After a wait for the wind to fill in, the Vigo River estuary and Galicia’s wider Rías Baixas estuary complex delivered for day three of the 44Cup Baiona with 15-20 knots, brilliant sunshine, a short chop and with the magnificent Caes Islands nature reserve as a backdrop. The schedule was partly recovered with four races held, before the nine teams retired to the Monte Real Club de Yates de Baiona for a BBQ in the club’s grounds within the 14th century century Monterreal Castle.

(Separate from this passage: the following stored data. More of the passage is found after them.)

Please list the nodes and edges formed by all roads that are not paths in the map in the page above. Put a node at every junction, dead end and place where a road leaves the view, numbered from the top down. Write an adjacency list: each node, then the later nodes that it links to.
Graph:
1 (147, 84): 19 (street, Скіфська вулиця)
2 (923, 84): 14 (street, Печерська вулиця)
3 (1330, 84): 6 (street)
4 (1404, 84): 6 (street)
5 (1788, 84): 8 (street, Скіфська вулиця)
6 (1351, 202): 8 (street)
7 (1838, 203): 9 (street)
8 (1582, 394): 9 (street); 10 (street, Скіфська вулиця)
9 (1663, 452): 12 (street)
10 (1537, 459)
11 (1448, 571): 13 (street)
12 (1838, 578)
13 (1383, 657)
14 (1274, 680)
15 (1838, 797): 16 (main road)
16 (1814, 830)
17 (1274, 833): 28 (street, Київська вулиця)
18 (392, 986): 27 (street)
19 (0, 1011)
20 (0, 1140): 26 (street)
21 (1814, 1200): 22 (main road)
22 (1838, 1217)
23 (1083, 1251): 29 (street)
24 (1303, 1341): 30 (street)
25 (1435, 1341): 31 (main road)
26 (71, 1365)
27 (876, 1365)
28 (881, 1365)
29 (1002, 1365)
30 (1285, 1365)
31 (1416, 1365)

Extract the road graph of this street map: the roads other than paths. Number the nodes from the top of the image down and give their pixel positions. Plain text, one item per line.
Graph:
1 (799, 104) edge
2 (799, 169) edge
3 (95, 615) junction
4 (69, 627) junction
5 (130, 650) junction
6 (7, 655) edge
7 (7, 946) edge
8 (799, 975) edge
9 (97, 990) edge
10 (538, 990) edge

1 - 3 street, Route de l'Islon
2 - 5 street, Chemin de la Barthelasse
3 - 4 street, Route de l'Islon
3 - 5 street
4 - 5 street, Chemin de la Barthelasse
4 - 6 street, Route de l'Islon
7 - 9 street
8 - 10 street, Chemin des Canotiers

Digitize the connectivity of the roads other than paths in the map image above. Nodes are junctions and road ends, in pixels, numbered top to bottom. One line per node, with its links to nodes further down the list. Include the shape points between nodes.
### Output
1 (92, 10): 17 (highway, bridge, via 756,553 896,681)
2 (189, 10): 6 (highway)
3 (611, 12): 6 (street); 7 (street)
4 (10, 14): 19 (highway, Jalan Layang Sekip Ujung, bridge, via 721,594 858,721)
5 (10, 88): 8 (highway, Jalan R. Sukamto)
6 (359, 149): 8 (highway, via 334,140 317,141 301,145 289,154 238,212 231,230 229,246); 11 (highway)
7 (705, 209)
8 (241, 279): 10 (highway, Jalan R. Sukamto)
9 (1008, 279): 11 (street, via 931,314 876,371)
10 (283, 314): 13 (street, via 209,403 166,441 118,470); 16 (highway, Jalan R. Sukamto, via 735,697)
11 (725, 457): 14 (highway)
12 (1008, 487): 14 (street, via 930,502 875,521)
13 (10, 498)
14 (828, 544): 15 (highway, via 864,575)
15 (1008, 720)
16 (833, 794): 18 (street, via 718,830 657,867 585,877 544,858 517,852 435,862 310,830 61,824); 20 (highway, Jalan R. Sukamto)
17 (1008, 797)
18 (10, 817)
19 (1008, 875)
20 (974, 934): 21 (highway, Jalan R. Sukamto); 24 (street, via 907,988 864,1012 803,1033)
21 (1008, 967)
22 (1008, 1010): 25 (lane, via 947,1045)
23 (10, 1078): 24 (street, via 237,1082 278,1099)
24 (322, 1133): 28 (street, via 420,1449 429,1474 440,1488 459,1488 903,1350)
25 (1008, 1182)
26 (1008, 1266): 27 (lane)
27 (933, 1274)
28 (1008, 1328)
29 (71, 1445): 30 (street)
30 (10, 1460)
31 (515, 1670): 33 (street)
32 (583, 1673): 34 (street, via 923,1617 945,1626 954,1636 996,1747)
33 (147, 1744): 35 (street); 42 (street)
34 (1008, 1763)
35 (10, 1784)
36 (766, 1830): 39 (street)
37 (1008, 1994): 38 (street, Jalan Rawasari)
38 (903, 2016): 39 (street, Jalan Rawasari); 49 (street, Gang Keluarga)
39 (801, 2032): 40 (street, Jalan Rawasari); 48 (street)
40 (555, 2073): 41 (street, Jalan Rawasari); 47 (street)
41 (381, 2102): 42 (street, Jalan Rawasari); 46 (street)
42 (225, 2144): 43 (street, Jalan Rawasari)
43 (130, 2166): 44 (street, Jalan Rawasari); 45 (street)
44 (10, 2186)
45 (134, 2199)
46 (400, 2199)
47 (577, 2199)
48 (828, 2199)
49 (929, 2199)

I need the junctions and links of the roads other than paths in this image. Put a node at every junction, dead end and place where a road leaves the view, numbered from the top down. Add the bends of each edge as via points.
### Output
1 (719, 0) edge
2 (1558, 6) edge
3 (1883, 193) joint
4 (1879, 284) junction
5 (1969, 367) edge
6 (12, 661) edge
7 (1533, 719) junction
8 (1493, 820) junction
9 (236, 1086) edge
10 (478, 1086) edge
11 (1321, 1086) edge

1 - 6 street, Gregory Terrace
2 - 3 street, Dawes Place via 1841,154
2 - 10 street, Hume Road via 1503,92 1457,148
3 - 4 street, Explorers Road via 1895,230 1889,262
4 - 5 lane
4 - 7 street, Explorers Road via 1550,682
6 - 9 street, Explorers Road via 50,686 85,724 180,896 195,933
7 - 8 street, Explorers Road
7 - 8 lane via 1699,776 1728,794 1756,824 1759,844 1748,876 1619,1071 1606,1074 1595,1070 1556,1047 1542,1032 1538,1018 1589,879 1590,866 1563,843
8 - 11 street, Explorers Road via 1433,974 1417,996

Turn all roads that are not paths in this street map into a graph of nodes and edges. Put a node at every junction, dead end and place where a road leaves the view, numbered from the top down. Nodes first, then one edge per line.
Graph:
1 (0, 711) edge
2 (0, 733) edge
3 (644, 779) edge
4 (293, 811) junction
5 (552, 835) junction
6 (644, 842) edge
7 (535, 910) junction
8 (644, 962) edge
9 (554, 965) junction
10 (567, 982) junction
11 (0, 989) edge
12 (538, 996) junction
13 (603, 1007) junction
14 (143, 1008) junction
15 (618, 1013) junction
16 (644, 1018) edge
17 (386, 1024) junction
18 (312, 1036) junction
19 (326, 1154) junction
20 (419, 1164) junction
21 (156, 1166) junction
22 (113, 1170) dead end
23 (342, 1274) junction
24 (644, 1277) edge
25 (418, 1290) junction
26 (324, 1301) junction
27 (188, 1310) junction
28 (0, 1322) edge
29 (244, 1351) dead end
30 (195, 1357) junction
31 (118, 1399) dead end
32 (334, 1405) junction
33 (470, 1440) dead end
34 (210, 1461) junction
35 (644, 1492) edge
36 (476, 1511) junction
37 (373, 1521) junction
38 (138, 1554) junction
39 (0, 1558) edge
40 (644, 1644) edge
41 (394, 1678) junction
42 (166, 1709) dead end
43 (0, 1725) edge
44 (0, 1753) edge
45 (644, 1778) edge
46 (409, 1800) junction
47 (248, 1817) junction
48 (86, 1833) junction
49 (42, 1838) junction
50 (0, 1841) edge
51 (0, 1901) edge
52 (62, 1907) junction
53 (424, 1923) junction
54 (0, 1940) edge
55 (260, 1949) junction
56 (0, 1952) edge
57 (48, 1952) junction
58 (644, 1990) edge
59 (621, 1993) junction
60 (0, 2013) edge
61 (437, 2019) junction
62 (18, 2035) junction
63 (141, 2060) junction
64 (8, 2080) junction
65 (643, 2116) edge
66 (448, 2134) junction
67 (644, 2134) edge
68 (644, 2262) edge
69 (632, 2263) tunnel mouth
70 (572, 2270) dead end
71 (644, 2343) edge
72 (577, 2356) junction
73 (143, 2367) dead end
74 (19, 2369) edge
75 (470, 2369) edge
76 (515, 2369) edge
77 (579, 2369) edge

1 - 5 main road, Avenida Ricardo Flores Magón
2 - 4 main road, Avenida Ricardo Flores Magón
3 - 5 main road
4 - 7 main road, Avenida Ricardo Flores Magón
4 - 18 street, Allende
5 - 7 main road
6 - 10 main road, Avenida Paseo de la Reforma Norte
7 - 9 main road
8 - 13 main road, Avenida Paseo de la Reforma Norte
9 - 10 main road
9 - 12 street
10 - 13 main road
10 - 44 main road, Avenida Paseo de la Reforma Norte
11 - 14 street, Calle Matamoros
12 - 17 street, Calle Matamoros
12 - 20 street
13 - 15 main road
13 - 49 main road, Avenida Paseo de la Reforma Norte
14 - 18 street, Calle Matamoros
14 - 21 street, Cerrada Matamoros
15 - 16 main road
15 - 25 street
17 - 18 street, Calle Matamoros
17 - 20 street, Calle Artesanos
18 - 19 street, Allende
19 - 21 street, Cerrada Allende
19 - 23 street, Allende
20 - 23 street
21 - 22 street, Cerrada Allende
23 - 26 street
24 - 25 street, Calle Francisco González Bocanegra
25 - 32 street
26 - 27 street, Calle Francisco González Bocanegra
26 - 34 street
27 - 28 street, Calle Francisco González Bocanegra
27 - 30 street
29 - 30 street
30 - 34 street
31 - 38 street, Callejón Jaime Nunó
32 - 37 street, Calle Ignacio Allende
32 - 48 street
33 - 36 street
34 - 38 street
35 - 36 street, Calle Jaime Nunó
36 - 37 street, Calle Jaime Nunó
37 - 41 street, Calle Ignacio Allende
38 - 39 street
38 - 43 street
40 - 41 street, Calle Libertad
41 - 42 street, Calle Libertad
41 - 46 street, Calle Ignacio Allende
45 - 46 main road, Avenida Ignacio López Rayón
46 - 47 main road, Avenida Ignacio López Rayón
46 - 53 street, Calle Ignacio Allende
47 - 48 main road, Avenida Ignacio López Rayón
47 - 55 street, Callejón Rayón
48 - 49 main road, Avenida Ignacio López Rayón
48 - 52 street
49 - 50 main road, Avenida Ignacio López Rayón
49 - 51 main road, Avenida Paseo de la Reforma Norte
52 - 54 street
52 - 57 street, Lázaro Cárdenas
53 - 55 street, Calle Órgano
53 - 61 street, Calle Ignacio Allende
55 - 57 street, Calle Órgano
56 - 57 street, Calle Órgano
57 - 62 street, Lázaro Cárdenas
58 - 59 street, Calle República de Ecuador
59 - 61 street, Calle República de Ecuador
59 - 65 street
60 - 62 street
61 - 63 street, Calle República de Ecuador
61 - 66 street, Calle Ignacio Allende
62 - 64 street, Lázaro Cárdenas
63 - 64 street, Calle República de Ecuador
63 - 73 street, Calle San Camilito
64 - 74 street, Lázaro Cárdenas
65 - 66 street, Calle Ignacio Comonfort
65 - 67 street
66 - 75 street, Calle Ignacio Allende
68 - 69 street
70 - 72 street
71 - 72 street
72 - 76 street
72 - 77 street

Two teams dominated today - one noisily; the other not. A few changes have been made to Torbjörn Törnqvist’s Artemis Racing for this season, the most evident being the recruitment of Hamish Pepper the 2023 44Cup winning tactician from Nico Poons’ Charisma. Impressively the Swedish team won three races today, although, indicative of what was a ‘high scoring day’ for the fleet, also finished last in one. Ironically their day’s scoreline was identical to that of Team Nika, which didn’t win a race but posted a deliciously consistent 4-2-2-4. Thus going into the final day the two teams are neck and neck, the Swedes ahead with their far better tiebreak (number of race wins).
Artemis Racing’s three bullets reminded Torbjörn Törnqvist of the early days of his 44Cup campaigning: “This certainly hasn’t happened for a very very long time! I feel very good. Obviously we have had our issues. Now we feel we are back on track and hopefully our bad performances are behind us.” With one day of racing remaining he is wise enough not to assume anything: “The RC44 class is extremely close - things can change from one day to another. I am very happy with our new set-up. We are fast, which is good and the manoeuvres work. It has all come together.”
In the first race, the right side of the opening beat paid. Artemis Racing was first to the top mark and held on as the wind clocked severely right leaving few passing lanes. Conversely in the second race, they were last around the first top mark. In the third race they again benefitted from the right, reaching the top mark first and then hanging on.
Their hardest fought race was the fourth. With her Italian helm and tactician, Pietro Loro Piana and Michele Ivaldi, this was led for the first lap by Hugues Lepic’s Aleph Racing, but then, as Pepper explained: “we just had a piece of them at the bottom mark, so we gained the right, which was favoured. Aleph and Ceeref had their own little battle, while we got clear. Plus we ended up on the perfect layline…which I would like to say I called from five minutes out!”
Pietro Loro Piana shared his view on this: “The first gate rounding was a bit challenging for us. We were in-between situations and unfortunately, because of that, I wasn’t ready to take action as quickly as Michele wanted which allowed Artemis to do a better rounding than us. But we kept pushing. The team was sailing very well and on the second upwind we had to defend our position.” Aleph Racing ended up second.
So how he is coming to grips helming the high performance owner-driver one design RC44? “After the last gybe Michele said ‘good gybe’…so after four races and five hours on the sea, it seems I’ve learned! But it is getting more natural, which is what I want. I am enjoying getting better.”
The one race Artemis Racing didn’t win was claimed by Christian Zuerrer’s Black Star Sailing Team. Unlike the first race of the day, race two benefitted the pin end starters – Igor Lah’s Team Ceeref Vaider and Black Star on which tactician Cameron Dunn was then able to find a better lane across to the right enabling them to reach the top with a good lead and to defend from there.
“It was a good day for us,” said Zuerrer. “I am happy we won a race in the breeze. I think we now have the balance of the boat and the tuning right. Always there are these small little mistakes. In this fleet you have to be constantly stable.” Pleased with having today’s third best score, Zuerrer was still reeling from having been pipped to the post in two races today by Team Nika.
Aside from Artemis Racing, most outstanding performances of the day was that of Calero Sailing Team. Incredibly the newbies on the 44Cup’s rental boat (which the class makes available at events for teams to try), after the first two races were the days’ top scoring boat. In three of today’s four races they reached the top mark in second place, translating these into a 2-3-6. The Spanish team is bristling with talent - imagine if they were racing their own boat…
“We are very happy about everything,” said Daniel Calero. “We made a lot of decisions about rigging and sails because the wind was increasing and you need to adapt everything. Then during the races, in this class if you make a mistake you pay. And we paid! But the first two races we sailed pretty stably.”
Tomorrow the aim is to start on time at 1200, if conditions at this new 44Cup venue permits it.